Por Leonardo
Parrini
Como dice la canción de Silvio Rodríguez: hasta dónde debemos practicar las verdades...
Como dice la canción de Silvio Rodríguez: hasta dónde debemos practicar las verdades...
Una pregunta
urgente y necesaria en un mundo en el que las versiones de la realidad pasan por
verdades absolutas; y las percepciones, como apariencias ciertas. Para los
trabajadores de la palabra -periodistas, cronistas, escribidores, en fin-, no
es desconocido que el oficio de registrador
de la realidad ha cambiado desde tiempos en que el periodismo fue asumido
por “abanderados de ideales e intereses en pugna”, que tomaban partido por esto
y aquello, muchas veces subvencionados por los propios bandos en conflicto.
Solo a inicios del siglo pasado la reflexión crítica de los periodistas
permitió una especie de autocontención
que derivó en posturas éticas, con cierto
sentido de responsabilidad
profesional ante la sociedad que, finalmente, serian reguladas en la
deontología de prensa.
Uno de los
pilares de la ética periodística habría de ser la independencia respecto del
poder político y económico imperante. No obstante, en la pura y dura realidad,
las empresas informativas han hecho caso omiso de tan mentada independencia y
se vuelven obsecuentes frente a los poderes fácticos. Un abierto desenfado
adoptado por los medios situados por sobre la ciudadanía, hace posible que la
afirmación del dueño de The Wall Street
Journal, -William P. Hamilton-, se convierta en declaración de guerra de
los empresarios de la prensa: Un periódico es una
empresa privada que no le debe nada al público, el cual no le ha concedido
ninguna franquicia. Por lo tanto, el interés público no tiene influencia.

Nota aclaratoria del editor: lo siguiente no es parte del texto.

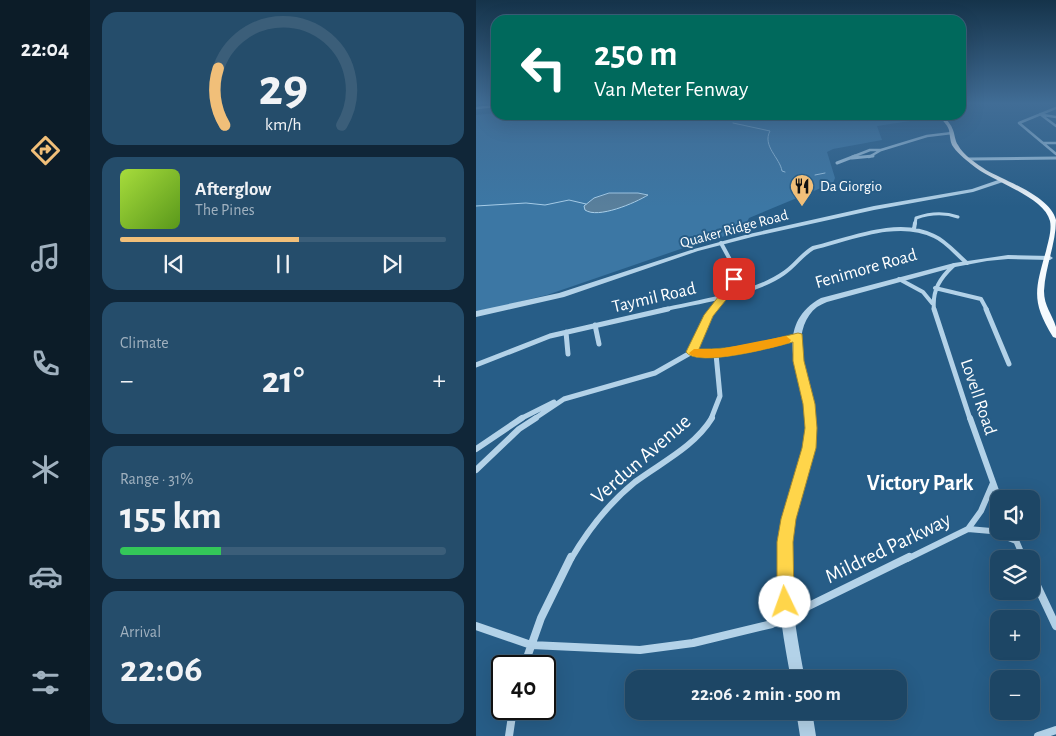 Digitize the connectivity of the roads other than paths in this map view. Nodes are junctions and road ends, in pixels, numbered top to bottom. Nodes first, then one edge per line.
1 (918, 138) edge
2 (953, 138) edge
3 (1037, 138) edge
4 (1042, 143) junction
5 (1056, 143) edge
6 (874, 144) dead end
7 (866, 146) dead end
8 (881, 149) junction
9 (872, 150) junction
10 (1056, 156) edge
11 (852, 158) junction
12 (969, 159) junction
13 (837, 163) dead end
14 (1001, 181) junction
15 (958, 217) dead end
16 (914, 229) junction
17 (722, 243) junction
18 (1050, 258) junction
19 (967, 262) junction
20 (954, 265) junction
21 (898, 279) junction
22 (935, 288) junction
23 (722, 297) junction
24 (932, 303) junction
25 (476, 314) edge
26 (596, 326) junction
27 (566, 332) junction
28 (1056, 335) edge
29 (798, 337) junction
30 (599, 344) dead end
31 (692, 352) junction
32 (568, 354) dead end
33 (716, 354) junction
34 (1009, 364) dead end
35 (476, 365) edge
36 (564, 399) junction
37 (476, 449) edge
38 (476, 470) edge
39 (993, 483) junction
40 (996, 490) edge
41 (968, 529) junction
42 (1016, 541) joint
43 (1020, 550) edge
44 (1040, 592) edge
45 (786, 616) junction
46 (476, 626) edge
47 (1056, 626) edge
48 (531, 645) junction
49 (528, 655) edge
50 (796, 670) edge
51 (511, 720) edge
52 (805, 720) edge
53 (1056, 730) edge
54 (509, 736) edge
55 (808, 736) edge
56 (1038, 736) edge

1 - 8 street
2 - 12 main road
3 - 4 street
4 - 5 street
4 - 10 street
6 - 8 street
7 - 9 street
8 - 9 street
8 - 11 street
9 - 11 street
10 - 12 street
11 - 13 street
12 - 14 main road
14 - 17 street, Quaker Ridge Road
14 - 18 main road
15 - 16 street
16 - 19 street, Taymil Road
16 - 23 street, Taymil Road
17 - 23 street
17 - 25 street, Quaker Ridge Road
18 - 19 street
18 - 28 main road
19 - 20 street
20 - 21 street, Fenimore Road
20 - 22 street, Lovell Road
21 - 24 street
21 - 29 street, Fenimore Road
22 - 24 street, Lovell Road
22 - 34 street
23 - 26 street, Taymil Road
23 - 31 street
24 - 39 street, Lovell Road
26 - 27 street, Taymil Road
26 - 30 street
27 - 32 street
27 - 35 street, Taymil Road
29 - 33 street
29 - 45 street, Fenimore Road
31 - 33 street
31 - 36 street
33 - 48 street, Verdun Avenue
36 - 37 street
36 - 38 street
39 - 40 street, Lovell Road
39 - 41 street, Mildred Parkway
41 - 42 street, Mildred Parkway
41 - 45 street, Mildred Parkway
42 - 43 street
44 - 47 street
45 - 48 street, Mildred Parkway
45 - 50 street, Fenimore Road
46 - 48 street, Mildred Parkway
48 - 49 street, Verdun Avenue
51 - 54 street
52 - 55 street
53 - 56 street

Enfáticamente, es propiedad de su dueño, quien vende un producto manufacturado
bajo su propio riesgo.
Confesión de que
los medios renuncian a representar la “posibilidad de debate público”. Un
terreno minado para quienes pretendan practicar la diversidad informativa. La
confrontación de ideas sucumbe, inexorablemente, y así “pone en manos de unos
cuantos poderosos el control de la información que se traduce en un discurso
homogéneo”. Esta unívoca versión de la realidad explica la dificultad de
distinguir matices en la orientación editorial e ideológica de los medios,
propiedad de corporaciones o empresas vinculadas y desconocidas para el
público.
¿Qué rol le
compete al ciudadano común y corriente en la defensa de su derecho a ser adecuadamente
informado? En primera instancia, abandonar su papel de “espectador acrítico” de
falsas realidades publicadas en las páginas de periódicos, emisiones radiales y
en las pantallas de la televisión. Poner bajo sospecha la retahíla de sucesos
inconexos que son aceptados como verdades indiscutibles, por el simple hecho de
salir en “la prensa”. Una sobredosis de datos descriptivos que anula la
capacidad de pensar y de discernir entre lo verdadero y lo falso. La disyuntiva
mediática oscila entre ser fuente de conocimiento, o una industria, cuya
información es mera mercancía o discurso político.
En Ecuador de
hoy el debate sobre el rol de los medios de comunicación no pasa -como algunos
pretenden argüir-, por la disyuntiva entre la vigencia de la libertad de
prensa, el silenciamiento o sometimiento de los medios al Estado. El tema a
discutir se relaciona con el rol que los medios asignan a sus públicos, más aun
en periodos de trascendentales decisiones políticas, -como las enmiendas
constitucionales-, que se debatirán los próximos días en la Asamblea Nacional
sobre la reelección de cargos de representación popular.
Se hace
imperativo reflexionar sobre la tendencia de los medios a estimularnos cierta
pereza cívica, la desmovilización por el
cambio social, convirtiéndonos en receptores embrutecidos y complacientes ante
un mensaje unidireccional que nos “da pensando” un desalentador futuro de la nación.
Amerita revelarnos ante el “espectáculo deplorable” de ser reducidos a la condición
de masa amorfa por un modelo informativo acomodaticio a los intereses de los
grandes empresarios mediáticos, que nos despoja de nuestra condición ciudadana.
Amerita irrespetar las falsas verdades que nos impone la comunicación social.